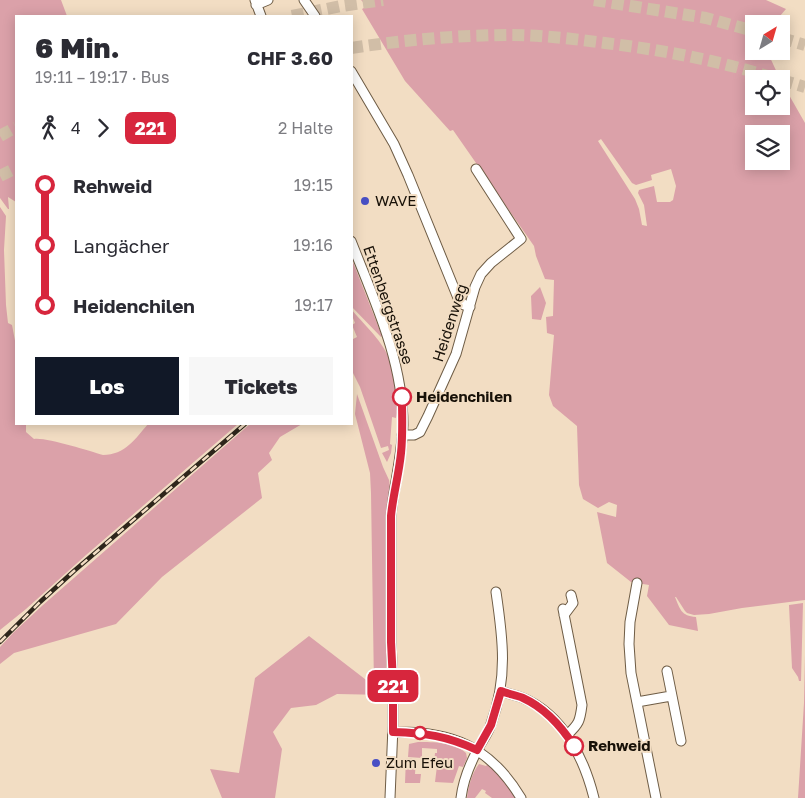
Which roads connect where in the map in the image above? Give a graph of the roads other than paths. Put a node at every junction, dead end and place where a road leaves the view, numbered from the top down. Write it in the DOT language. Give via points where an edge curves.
graph roads {
  1 [pos="268,0"];
  2 [pos="304,0"];
  3 [pos="256,2"];
  4 [pos="260,15"];
  5 [pos="314,15"];
  6 [pos="353,74"];
  7 [pos="476,169"];
  8 [pos="353,246"];
  9 [pos="470,307"];
  10 [pos="402,435"];
  11 [pos="637,583"];
  12 [pos="496,592"];
  13 [pos="571,595"];
  14 [pos="667,671"];
  15 [pos="501,691"];
  16 [pos="671,696"];
  17 [pos="637,702"];
  18 [pos="393,732"];
  19 [pos="567,735"];
  20 [pos="681,741"];
  21 [pos="477,750"];
  22 [pos="390,798"];
  23 [pos="461,798"];
  24 [pos="521,798"];
  25 [pos="594,798"];
  26 [pos="656,798"];
  1 -- 3 [label="street"];
  2 -- 5 [label="street"];
  3 -- 4 [label="street"];
  6 -- 9 [label="street" via="401,159 458,298"];
  7 -- 9 [label="street, Heidenweg" via="521,239 481,274"];
  8 -- 10 [label="street, Ettenbergstrasse" via="396,367 402,397"];
  9 -- 10 [label="street, Heidenweg" via="456,354 420,432"];
  10 -- 18 [label="street, Ettenbergstrasse" via="391,516"];
  11 -- 17 [label="street" via="628,644"];
  12 -- 15 [label="street" via="503,652"];
  13 -- 19 [label="street" via="573,603 564,612 582,705 580,718"];
  14 -- 16 [label="street"];
  15 -- 19 [label="street" via="523,698 539,708"];
  15 -- 21 [label="street" via="491,725"];
  16 -- 17 [label="street"];
  16 -- 20 [label="street"];
  17 -- 26 [label="street"];
  18 -- 21 [label="street" via="432,734"];
  18 -- 22 [label="street, Ettenbergstrasse"];
  19 -- 25 [label="street" via="584,764"];
  21 -- 23 [label="street" via="463,784"];
  21 -- 24 [label="street" via="509,780"];
}
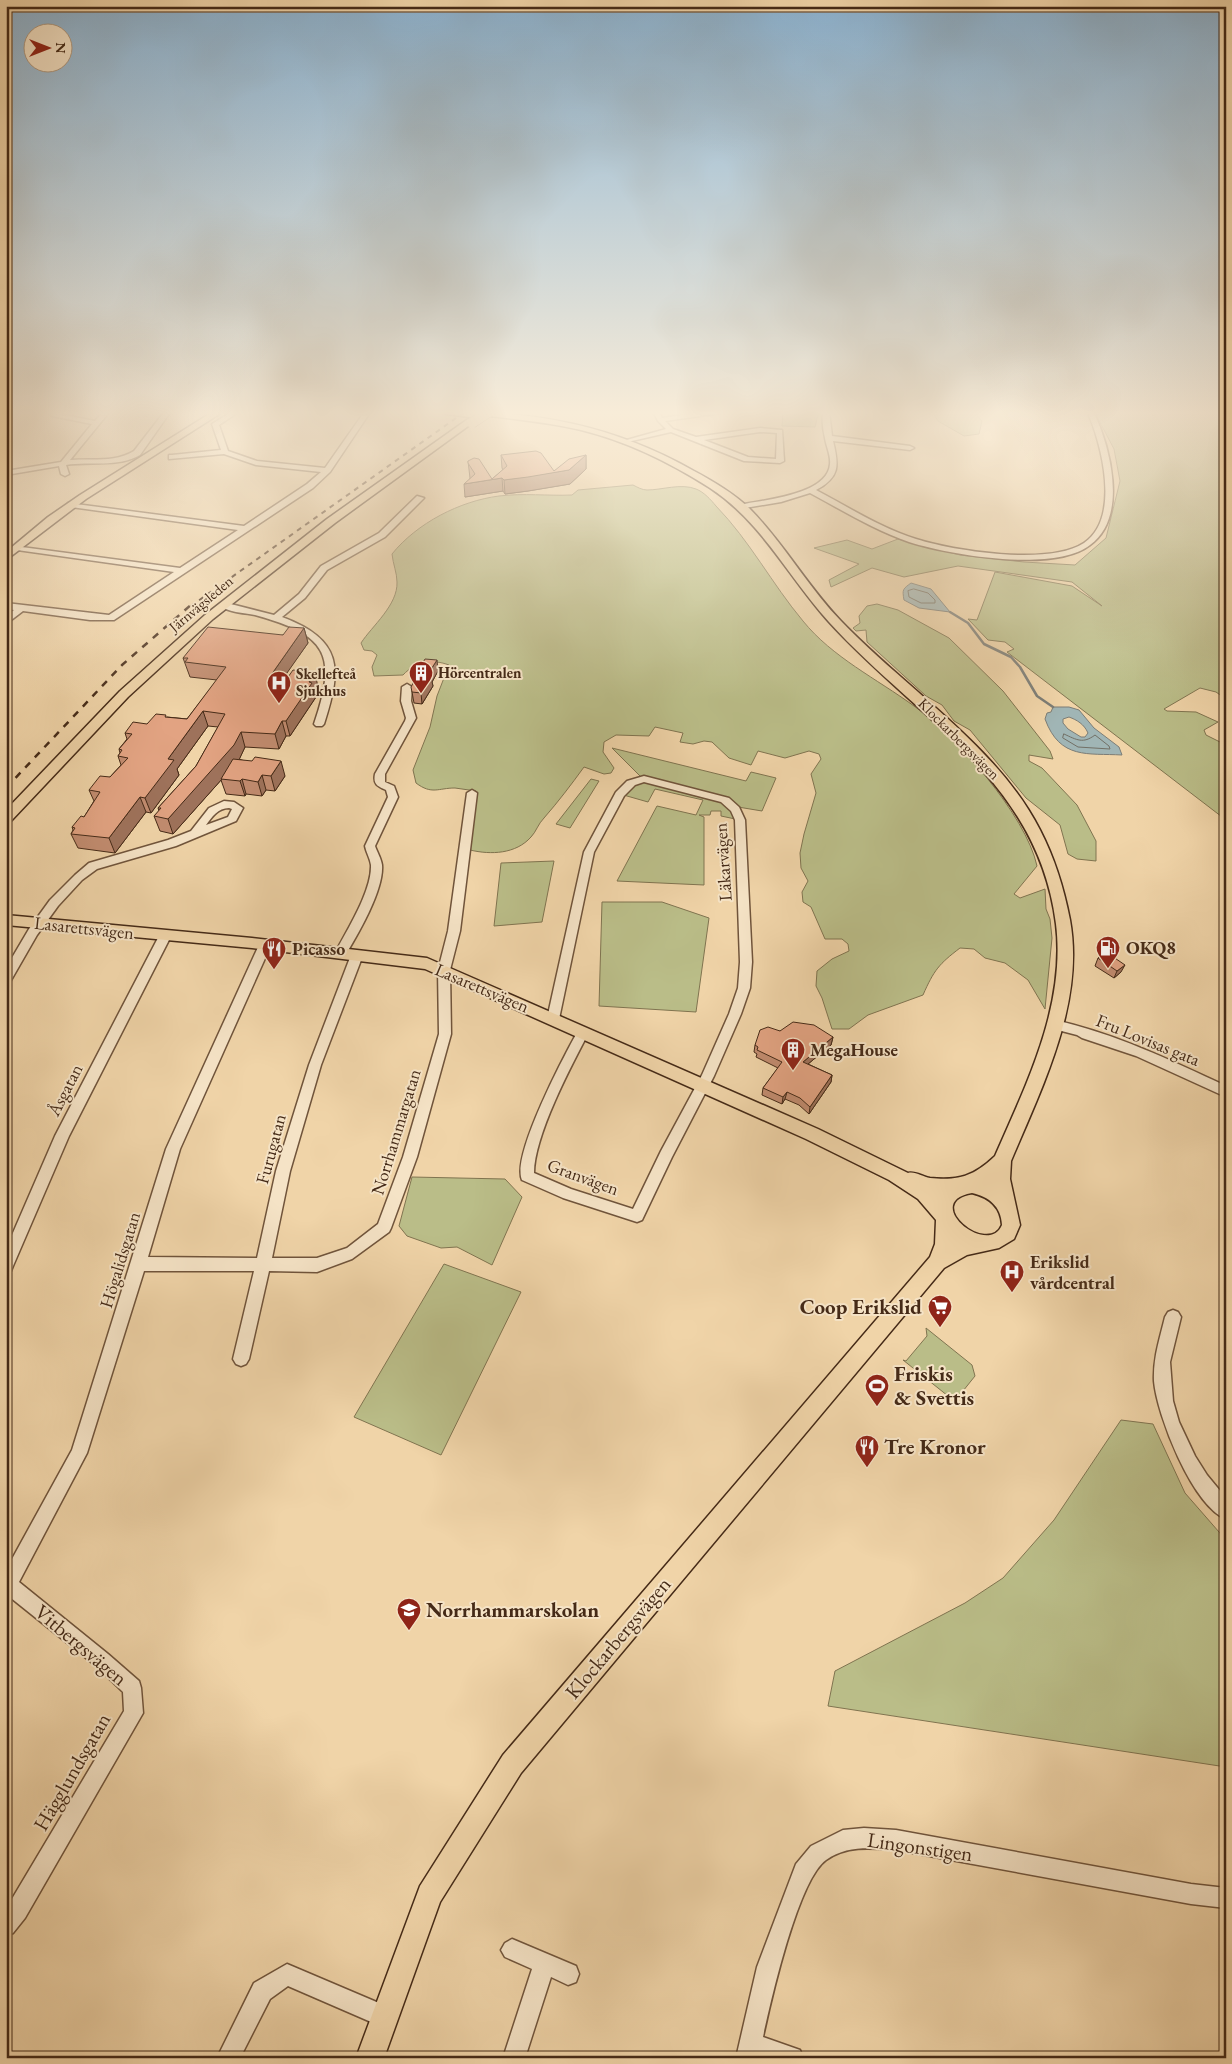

_Directions_: Leaving aside the images, write out every entry above exactly.

_Task answer_:
Which roads connect where in the map in the image above? Give a graph of the roads other than paths. Put a node at every junction, dead end and place where a road leaves the view, numbered from the top down. Write it in the DOT language. Give via points where an edge curves.
graph roads {
  1 [pos="268,0"];
  2 [pos="304,0"];
  3 [pos="256,2"];
  4 [pos="260,15"];
  5 [pos="314,15"];
  6 [pos="353,74"];
  7 [pos="476,169"];
  8 [pos="353,246"];
  9 [pos="470,307"];
  10 [pos="402,435"];
  11 [pos="637,583"];
  12 [pos="496,592"];
  13 [pos="571,595"];
  14 [pos="667,671"];
  15 [pos="501,691"];
  16 [pos="671,696"];
  17 [pos="637,702"];
  18 [pos="393,732"];
  19 [pos="567,735"];
  20 [pos="681,741"];
  21 [pos="477,750"];
  22 [pos="390,798"];
  23 [pos="461,798"];
  24 [pos="521,798"];
  25 [pos="594,798"];
  26 [pos="656,798"];
  1 -- 3 [label="street"];
  2 -- 5 [label="street"];
  3 -- 4 [label="street"];
  6 -- 9 [label="street" via="401,159 458,298"];
  7 -- 9 [label="street, Heidenweg" via="521,239 481,274"];
  8 -- 10 [label="street, Ettenbergstrasse" via="396,367 402,397"];
  9 -- 10 [label="street, Heidenweg" via="456,354 420,432"];
  10 -- 18 [label="street, Ettenbergstrasse" via="391,516"];
  11 -- 17 [label="street" via="628,644"];
  12 -- 15 [label="street" via="503,652"];
  13 -- 19 [label="street" via="573,603 564,612 582,705 580,718"];
  14 -- 16 [label="street"];
  15 -- 19 [label="street" via="523,698 539,708"];
  15 -- 21 [label="street" via="491,725"];
  16 -- 17 [label="street"];
  16 -- 20 [label="street"];
  17 -- 26 [label="street"];
  18 -- 21 [label="street" via="432,734"];
  18 -- 22 [label="street, Ettenbergstrasse"];
  19 -- 25 [label="street" via="584,764"];
  21 -- 23 [label="street" via="463,784"];
  21 -- 24 [label="street" via="509,780"];
}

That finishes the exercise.